Laboratory of Molecular Pathology & Metabolic Disease,
Faculty of Pharmaceutical Sciences
Tokyo University of Science
Research background
Adipose tissue is roughly classified into two types, white adipose tissue and brown adipose tissue. White adipose tissue is mainly distributed under the skin and internal organs and functions as a tissue for energy storage. White adipocytes contain few mitochondria. On the other hand, brown adipose tissue is mainly distributed around the clavicle and spine, contains a large amount of mitochondrion, and plays a role of consuming energy and producing heat. From about 20 years ago, it has been recognized as "white adipose tissue is the largest endocrine organ in the body". Thereafter, its function and secreted bioactive molecules (adipokines) are still being actively researched.

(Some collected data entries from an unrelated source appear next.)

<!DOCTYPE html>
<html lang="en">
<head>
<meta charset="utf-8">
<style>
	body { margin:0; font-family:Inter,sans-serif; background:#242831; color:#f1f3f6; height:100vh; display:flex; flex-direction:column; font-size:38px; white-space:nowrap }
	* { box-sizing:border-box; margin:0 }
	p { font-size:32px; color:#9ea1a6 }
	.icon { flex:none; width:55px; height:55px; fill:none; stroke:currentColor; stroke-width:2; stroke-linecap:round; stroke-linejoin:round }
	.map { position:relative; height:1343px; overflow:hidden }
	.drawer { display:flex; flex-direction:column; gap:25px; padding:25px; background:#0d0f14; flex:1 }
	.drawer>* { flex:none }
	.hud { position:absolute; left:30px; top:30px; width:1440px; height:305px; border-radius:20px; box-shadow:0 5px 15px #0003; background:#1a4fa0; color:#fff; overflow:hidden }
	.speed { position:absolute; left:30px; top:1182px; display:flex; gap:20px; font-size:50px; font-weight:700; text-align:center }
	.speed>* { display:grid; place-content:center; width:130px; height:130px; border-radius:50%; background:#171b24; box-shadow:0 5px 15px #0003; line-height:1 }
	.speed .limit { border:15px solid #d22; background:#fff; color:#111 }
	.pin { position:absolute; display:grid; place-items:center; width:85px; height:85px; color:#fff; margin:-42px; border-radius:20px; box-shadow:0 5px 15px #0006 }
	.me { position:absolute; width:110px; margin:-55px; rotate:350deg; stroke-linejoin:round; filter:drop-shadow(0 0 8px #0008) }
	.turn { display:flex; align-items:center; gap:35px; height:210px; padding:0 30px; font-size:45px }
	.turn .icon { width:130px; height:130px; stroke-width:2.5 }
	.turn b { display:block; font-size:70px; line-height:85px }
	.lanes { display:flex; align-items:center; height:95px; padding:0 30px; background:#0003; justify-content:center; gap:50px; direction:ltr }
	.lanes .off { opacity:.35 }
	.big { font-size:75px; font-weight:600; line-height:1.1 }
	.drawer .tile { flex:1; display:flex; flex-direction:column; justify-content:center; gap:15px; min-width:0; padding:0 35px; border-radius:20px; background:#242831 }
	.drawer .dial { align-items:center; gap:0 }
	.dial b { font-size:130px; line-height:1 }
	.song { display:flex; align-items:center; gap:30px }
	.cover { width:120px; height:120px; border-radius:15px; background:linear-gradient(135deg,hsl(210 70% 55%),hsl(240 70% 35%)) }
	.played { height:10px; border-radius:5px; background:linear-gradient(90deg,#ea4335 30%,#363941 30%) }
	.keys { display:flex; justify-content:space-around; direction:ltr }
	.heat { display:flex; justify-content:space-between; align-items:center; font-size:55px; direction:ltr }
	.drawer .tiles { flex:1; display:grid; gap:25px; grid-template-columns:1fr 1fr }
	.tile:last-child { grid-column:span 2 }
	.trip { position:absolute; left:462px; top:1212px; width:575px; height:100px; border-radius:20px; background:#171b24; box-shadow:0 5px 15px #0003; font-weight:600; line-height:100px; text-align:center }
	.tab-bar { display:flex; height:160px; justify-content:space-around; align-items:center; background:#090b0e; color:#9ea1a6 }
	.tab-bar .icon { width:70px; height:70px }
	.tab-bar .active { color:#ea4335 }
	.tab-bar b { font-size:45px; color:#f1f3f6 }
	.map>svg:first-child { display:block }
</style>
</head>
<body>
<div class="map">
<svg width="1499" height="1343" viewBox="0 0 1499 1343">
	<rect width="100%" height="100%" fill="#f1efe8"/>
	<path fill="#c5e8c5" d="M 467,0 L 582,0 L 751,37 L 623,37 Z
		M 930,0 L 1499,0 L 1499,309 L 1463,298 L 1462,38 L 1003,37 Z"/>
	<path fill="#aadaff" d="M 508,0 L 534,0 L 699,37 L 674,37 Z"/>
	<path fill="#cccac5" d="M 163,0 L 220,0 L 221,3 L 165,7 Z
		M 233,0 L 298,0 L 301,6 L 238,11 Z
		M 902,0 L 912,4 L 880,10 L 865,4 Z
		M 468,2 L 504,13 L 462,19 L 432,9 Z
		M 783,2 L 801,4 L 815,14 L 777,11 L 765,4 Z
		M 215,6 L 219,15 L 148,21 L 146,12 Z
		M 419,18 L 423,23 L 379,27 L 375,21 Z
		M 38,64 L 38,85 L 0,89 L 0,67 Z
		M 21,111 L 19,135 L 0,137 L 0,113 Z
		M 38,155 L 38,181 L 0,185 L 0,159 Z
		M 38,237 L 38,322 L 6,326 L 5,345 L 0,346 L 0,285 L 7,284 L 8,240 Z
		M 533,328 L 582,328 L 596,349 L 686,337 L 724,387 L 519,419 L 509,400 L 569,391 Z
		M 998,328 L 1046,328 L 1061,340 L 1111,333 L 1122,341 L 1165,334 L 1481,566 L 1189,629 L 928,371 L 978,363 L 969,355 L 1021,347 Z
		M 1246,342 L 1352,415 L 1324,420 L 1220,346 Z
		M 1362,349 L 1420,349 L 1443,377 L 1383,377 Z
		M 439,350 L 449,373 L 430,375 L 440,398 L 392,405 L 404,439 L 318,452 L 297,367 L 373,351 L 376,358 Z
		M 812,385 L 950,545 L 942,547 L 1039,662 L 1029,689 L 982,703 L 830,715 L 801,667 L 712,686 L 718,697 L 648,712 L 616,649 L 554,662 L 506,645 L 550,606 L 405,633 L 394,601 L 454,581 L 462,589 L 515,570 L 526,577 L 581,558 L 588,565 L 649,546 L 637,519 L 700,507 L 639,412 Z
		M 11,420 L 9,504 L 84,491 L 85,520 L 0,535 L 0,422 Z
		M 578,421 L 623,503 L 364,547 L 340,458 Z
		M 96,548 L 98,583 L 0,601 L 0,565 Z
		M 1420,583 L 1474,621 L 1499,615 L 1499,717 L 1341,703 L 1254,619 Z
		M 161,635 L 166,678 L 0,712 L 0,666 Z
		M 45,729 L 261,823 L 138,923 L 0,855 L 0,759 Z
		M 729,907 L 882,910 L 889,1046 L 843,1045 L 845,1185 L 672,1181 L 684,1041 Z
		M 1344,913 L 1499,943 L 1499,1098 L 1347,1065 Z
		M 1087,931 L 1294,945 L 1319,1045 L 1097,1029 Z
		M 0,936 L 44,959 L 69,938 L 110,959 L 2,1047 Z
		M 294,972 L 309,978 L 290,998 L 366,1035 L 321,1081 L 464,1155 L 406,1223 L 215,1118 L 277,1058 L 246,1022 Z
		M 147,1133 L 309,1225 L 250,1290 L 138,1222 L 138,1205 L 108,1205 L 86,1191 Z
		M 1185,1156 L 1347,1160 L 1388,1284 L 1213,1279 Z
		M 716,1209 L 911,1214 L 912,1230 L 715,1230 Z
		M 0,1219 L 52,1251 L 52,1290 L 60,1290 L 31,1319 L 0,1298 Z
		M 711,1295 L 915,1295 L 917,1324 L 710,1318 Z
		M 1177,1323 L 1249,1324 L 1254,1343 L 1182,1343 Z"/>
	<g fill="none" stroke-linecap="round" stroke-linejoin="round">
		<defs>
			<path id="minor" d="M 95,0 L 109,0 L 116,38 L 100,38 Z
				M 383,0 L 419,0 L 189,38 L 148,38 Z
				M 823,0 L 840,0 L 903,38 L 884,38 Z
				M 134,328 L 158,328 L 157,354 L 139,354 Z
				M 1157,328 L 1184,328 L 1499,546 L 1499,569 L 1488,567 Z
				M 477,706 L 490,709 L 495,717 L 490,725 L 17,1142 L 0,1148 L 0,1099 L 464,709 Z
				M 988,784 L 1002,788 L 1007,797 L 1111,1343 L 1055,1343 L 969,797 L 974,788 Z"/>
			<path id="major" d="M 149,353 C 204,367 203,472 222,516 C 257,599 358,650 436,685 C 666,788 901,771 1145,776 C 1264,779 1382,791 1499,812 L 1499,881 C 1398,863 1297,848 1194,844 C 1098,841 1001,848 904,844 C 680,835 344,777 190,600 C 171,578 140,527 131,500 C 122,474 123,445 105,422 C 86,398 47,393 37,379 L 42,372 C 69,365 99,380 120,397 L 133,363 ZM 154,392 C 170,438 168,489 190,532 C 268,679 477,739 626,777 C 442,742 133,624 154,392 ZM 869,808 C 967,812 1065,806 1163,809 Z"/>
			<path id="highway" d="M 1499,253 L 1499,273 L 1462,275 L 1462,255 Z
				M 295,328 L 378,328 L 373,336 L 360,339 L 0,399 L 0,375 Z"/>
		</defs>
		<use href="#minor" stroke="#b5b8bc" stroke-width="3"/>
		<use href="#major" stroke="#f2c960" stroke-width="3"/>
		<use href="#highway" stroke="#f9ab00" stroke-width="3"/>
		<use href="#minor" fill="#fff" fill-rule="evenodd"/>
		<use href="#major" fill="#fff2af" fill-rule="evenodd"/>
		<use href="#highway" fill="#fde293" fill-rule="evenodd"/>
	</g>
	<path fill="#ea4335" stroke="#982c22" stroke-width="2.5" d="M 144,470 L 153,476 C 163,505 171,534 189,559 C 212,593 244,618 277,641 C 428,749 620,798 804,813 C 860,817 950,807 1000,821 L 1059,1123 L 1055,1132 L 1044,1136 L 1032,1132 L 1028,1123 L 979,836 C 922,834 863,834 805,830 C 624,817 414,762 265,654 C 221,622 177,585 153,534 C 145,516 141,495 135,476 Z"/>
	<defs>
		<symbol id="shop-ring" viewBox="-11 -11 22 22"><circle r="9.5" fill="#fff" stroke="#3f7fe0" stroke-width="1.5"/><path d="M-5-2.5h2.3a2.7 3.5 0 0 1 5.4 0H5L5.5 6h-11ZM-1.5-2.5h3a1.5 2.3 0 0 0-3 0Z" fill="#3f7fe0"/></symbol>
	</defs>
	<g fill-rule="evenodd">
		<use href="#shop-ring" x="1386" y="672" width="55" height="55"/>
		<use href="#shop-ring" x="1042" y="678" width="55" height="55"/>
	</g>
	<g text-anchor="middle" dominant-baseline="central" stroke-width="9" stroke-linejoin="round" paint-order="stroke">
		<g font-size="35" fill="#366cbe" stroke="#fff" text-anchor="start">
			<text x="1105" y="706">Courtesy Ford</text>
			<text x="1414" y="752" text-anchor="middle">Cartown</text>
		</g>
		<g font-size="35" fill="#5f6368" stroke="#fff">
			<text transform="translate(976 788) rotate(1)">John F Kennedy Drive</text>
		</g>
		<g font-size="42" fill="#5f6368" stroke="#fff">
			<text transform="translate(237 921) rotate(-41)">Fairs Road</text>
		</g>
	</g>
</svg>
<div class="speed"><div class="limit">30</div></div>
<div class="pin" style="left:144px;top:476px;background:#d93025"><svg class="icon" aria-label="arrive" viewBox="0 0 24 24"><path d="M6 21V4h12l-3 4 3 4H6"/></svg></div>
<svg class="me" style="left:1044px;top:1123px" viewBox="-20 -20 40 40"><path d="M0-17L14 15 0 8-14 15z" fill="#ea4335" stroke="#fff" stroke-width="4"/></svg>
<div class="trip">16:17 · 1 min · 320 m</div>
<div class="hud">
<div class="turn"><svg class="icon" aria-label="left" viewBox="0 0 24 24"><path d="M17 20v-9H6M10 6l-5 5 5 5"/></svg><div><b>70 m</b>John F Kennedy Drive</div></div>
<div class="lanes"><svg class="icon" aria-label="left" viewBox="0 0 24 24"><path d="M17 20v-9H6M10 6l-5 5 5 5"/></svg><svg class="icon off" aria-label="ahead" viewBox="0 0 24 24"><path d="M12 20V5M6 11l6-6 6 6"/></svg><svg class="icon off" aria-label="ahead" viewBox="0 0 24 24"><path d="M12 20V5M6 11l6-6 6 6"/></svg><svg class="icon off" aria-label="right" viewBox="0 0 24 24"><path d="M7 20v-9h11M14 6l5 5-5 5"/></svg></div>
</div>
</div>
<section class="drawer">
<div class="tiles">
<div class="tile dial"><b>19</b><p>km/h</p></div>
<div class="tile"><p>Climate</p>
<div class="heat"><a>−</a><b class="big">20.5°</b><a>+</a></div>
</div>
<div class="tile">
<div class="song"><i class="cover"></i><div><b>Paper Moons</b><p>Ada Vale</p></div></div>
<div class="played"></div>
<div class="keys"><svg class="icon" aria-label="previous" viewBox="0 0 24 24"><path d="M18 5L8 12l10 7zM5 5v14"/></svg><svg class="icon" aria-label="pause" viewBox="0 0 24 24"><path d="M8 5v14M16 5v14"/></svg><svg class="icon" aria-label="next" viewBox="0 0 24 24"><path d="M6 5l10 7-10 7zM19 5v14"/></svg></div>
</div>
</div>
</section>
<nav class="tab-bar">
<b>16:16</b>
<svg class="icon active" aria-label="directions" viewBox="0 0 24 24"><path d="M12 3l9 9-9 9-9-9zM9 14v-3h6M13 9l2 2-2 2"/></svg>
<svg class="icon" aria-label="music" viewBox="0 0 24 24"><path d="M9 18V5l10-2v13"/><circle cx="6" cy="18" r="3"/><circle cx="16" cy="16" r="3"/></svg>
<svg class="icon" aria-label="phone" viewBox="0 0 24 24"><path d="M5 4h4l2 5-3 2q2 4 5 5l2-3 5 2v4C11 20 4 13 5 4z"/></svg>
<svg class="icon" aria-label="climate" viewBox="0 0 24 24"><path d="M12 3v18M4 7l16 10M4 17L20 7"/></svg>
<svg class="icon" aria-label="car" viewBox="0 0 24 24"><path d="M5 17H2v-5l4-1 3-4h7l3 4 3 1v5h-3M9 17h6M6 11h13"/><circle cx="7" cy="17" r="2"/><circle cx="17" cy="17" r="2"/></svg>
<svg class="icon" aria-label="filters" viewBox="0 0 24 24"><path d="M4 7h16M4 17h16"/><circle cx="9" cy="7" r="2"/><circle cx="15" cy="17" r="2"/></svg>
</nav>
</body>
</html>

It is widely accepted that long-term caloric restriction (CR) improves metabolism, suppresses age-associated patho-physiological changes, and extends lifespan. It is known that suppression of growth hormone (GH) / insulin-like growth factor 1 (IGF-1) signaling is important as the molecular mechanism of CR. Since both GH and IGF-1 are involved in maintaining skeletal muscle and bone in aged persons, interventions that suppress GH and IGF-1 are not appropriate for middle-aged and elderly people. Therefore, we are researching the GH / IGF-1 signal-independent mechanism of CR. As a result, we found that activation of mitochondrial biogenesis mediated by a transcriptional cofactor called peroxisome proliferator-activated receptor γ coactivator-1α (PGC-1α) by a fatty acid synthesis-related transcription factor called sterol regulatory element-binding protein 1c (SREBP-1c) in white adipose tissue is important for the beneficial effects of CR. This discovery is the basis of our current research.
Research on calorie restriction, aging, and mitochondrial function
As described above, CR improves whole body metabolism, suppresses age-related patho-physiological changes and extends lifespan probably via activation of mitochondrial biogenesis in white adipose tissue in a SREBP-1c-dependent manner. Mitochondria, which have DNA in itself, are organelles that have various kinds of function, including energy metabolism. SIRT3, a deacetylase, enhances enzymatic activity of various mitochondrial matrix proteins. We found that one of the mitochondrial signal peptidases, mitochondrial intermediate peptidase (MIPEP), is involved in the maturation of SIRT3 in a SREBP-1c-dependent manner. Mitochondrial quality is thought to be controlled by proteostasis (protein homeostasis), biogenesis, mitophagy (selective autophagy of mitochondria), and dynamics (division / fusion). MIPEP controls mitochondrial proteostasis. Currently, we are promoting research on these mitochondrial quality control mechanisms.
Research on obesity and autophagy
In obese adipose tissue, enlarged and hypertrophic adipocytes increase. Hypertrophic adipocytes secrete bioactive molecules (cytokines) that induce inflammation and aggregate inflammatory cells. We found that WW domain containing E3 ubiquitin protein ligase 1 (WWP1) is induced in a tumor suppressor TP53-dependent manner and acts as a defense against adipocyte dysfunction in obese adipose tissue. Currently, we are analyzing the molecular defensive mechanisms of WWP1 in adipocytes. In addition, it was clarified that autophagosome formation is activated in the initial pathological condition of obese adipose tissue, but autophagosomes are accumulated due to the impaired lysosomal function by imbalance of cathepsin family, which are lysosomal hydrolases. Recently, we are investigating the relationship among mitochondrial function, autophagosome accumulation, and mitophagy. Moreover, we also clarified the molecular function of trehalose and taurine, which are known to be autophagy inducer.